Agencias/ Ciudad de México.- Muchos venezolanos salieron en las últimas horas a las calles de Caracas a repudiar la captura del presidente Nicolás Maduro en una sorprendente operación militar estadounidense, mientras que otros muchos que están entre los que se alegran de la caída del dirigente socialista no se animan a expresar en público alguna señal de júbilo.
Y unos y otros están sumidos en la incertidumbre sobre el futuro de Venezuela.
En el convulso país sudamericano, la exvicepresidenta Delcy Rodríguez asumió el poder en reemplazo del depuesto mandatario —cuyo regreso ha exigido— sin que haya quedado aún clara la postura que tomará en sus relaciones con Estados Unidos.
La autoridad fiscal ha advertido por su lado que la captura y el próximo enjuiciamiento de Maduro en Estados Unidos son ilegales porque el otrora hombre fuerte de Venezuela goza de inmunidad como presidente.
Los partidarios de Maduro manifiestan en las calles su enojo en multitudinarias marchas, mientras que sus opositores evitan hablar de lo ocurrido y no pocas personas han adoptado la rutina de borrar videos y cualquier información en sus teléfonos móviles que pudieran dar pie a su detención por los cuerpos de seguridad.
“No sé qué pasará mañana.

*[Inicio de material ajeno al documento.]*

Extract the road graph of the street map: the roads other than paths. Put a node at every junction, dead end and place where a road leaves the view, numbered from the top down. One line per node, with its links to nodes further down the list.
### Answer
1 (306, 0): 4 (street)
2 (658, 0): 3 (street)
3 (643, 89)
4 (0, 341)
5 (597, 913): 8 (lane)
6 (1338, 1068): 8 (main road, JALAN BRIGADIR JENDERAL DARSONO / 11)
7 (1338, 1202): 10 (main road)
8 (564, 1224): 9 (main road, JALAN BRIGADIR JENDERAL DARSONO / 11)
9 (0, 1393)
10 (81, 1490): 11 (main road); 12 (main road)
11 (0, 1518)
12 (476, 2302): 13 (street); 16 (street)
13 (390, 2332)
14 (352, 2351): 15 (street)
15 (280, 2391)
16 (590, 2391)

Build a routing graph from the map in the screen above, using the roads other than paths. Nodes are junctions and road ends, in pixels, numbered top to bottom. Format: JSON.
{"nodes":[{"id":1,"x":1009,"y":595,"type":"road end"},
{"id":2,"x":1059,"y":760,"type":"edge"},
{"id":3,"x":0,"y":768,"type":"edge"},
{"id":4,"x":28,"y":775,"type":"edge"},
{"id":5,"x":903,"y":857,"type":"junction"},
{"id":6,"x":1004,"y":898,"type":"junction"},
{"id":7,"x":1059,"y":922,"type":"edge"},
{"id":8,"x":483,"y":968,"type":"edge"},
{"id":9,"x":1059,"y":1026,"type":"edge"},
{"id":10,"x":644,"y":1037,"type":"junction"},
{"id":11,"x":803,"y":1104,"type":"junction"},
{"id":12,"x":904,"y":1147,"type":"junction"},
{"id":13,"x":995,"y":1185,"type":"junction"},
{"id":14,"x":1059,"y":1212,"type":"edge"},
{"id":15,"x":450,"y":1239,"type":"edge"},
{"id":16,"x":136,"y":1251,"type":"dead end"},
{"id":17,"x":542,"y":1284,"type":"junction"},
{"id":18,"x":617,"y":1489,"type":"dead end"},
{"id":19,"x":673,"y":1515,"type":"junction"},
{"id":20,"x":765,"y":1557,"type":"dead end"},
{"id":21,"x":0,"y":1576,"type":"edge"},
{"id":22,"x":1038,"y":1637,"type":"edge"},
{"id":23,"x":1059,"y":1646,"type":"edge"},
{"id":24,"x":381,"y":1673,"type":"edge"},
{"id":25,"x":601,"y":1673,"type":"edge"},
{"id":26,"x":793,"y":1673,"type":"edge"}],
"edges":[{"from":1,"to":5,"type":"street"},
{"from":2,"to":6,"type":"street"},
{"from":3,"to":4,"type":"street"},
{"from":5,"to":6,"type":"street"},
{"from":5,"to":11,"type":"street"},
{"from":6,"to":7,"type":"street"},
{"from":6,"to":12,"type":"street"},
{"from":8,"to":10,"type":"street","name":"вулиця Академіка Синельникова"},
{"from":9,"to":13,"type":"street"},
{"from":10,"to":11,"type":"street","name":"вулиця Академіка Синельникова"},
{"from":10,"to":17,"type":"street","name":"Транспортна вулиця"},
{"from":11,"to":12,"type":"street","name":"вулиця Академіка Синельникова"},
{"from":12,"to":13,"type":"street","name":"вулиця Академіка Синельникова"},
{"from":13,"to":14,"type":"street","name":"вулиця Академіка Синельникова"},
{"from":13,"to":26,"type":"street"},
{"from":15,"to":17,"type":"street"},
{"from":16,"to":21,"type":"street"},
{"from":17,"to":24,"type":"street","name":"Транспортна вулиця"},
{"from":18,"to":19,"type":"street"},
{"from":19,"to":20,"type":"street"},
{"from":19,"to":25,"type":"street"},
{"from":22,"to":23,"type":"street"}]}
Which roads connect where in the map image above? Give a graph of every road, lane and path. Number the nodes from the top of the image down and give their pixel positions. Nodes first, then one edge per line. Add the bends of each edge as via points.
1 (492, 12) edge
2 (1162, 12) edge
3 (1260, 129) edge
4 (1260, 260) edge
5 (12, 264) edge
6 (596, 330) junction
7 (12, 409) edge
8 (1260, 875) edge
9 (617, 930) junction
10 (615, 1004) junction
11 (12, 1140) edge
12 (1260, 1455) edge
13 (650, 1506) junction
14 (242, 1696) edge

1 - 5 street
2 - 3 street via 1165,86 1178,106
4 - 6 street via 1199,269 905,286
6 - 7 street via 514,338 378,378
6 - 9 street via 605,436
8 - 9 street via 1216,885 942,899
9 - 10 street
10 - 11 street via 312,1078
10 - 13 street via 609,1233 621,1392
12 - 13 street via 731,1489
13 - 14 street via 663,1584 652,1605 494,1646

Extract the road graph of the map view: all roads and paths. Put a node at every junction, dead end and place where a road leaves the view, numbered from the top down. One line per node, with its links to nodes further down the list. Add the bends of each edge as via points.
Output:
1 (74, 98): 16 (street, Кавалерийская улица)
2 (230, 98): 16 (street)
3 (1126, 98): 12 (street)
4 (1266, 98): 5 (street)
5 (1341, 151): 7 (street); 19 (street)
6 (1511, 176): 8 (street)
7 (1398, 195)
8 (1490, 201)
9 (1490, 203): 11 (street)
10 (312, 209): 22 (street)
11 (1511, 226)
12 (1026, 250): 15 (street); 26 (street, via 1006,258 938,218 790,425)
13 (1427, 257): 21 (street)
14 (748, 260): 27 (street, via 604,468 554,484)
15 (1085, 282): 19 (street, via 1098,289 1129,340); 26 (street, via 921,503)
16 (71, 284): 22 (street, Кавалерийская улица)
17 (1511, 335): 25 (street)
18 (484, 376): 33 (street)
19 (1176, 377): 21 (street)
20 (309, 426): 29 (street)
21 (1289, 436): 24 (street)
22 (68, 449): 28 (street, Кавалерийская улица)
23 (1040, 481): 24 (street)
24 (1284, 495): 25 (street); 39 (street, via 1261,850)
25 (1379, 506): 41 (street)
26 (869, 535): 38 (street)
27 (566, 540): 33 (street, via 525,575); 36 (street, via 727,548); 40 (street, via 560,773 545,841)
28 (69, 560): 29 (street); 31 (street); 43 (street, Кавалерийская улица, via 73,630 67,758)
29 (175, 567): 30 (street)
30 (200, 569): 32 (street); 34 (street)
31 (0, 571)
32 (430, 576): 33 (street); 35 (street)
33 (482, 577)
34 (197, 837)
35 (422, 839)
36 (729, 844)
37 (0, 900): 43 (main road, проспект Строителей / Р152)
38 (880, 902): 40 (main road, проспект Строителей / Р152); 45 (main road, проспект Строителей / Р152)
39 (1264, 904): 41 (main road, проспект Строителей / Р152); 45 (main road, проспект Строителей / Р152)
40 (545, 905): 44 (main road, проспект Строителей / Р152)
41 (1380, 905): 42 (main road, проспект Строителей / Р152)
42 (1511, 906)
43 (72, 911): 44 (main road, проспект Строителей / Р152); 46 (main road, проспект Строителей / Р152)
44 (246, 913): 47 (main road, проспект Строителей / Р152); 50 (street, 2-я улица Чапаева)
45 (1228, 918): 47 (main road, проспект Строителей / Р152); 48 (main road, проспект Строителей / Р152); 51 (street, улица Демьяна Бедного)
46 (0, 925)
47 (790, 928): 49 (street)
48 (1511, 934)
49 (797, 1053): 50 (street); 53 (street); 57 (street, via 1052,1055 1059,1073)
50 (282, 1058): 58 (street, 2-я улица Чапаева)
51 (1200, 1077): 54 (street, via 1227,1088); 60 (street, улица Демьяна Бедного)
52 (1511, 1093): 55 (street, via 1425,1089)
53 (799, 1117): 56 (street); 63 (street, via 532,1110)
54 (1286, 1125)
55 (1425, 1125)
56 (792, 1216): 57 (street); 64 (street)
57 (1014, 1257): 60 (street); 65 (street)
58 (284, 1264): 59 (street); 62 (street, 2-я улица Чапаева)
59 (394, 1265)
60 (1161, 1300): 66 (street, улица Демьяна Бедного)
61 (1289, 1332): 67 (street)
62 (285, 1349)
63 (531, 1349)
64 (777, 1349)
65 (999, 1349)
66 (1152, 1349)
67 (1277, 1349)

Se me agita el corazón cuando veo que paran a alguien en la calle y le revisan el teléfono. Esto no es vida”, dijo a The Associated Press Tibisay Pérez, una ama de casa de 52 años que compraba artículos de limpieza en una tienda del centro de Caracas.
Esta es la situación hoy en Venezuela:
¿Quiénes ejercen el poder y por cuánto tiempo?
En la víspera Delcy Rodríguez fue juramentada como presidenta en reemplazo de Maduro ante la Asamblea Nacional, de abrumadora mayoría oficialista. Constitucionalmente, era la primera en la línea de sucesión.
Rodríguez —que fue vicepresidenta y canciller de Maduro, entre otros prominentes cargos— prestó juramento como presidenta encargada por tiempo indeterminado, visto que no ha sido declarada “la falta absoluta” del dirigente socialista, que obligaría a la realización de elecciones “dentro de los 30 días consecutivos siguientes”.
Rodríguez está a la cabeza de un grupo de altos funcionarios de la administración de Maduro que ahora parecen controlar Venezuela, incluidos el ministro de Defensa, general en jefe Vladimir Padrino López, y el ministro de Relaciones Interiores, Diosdado Cabello.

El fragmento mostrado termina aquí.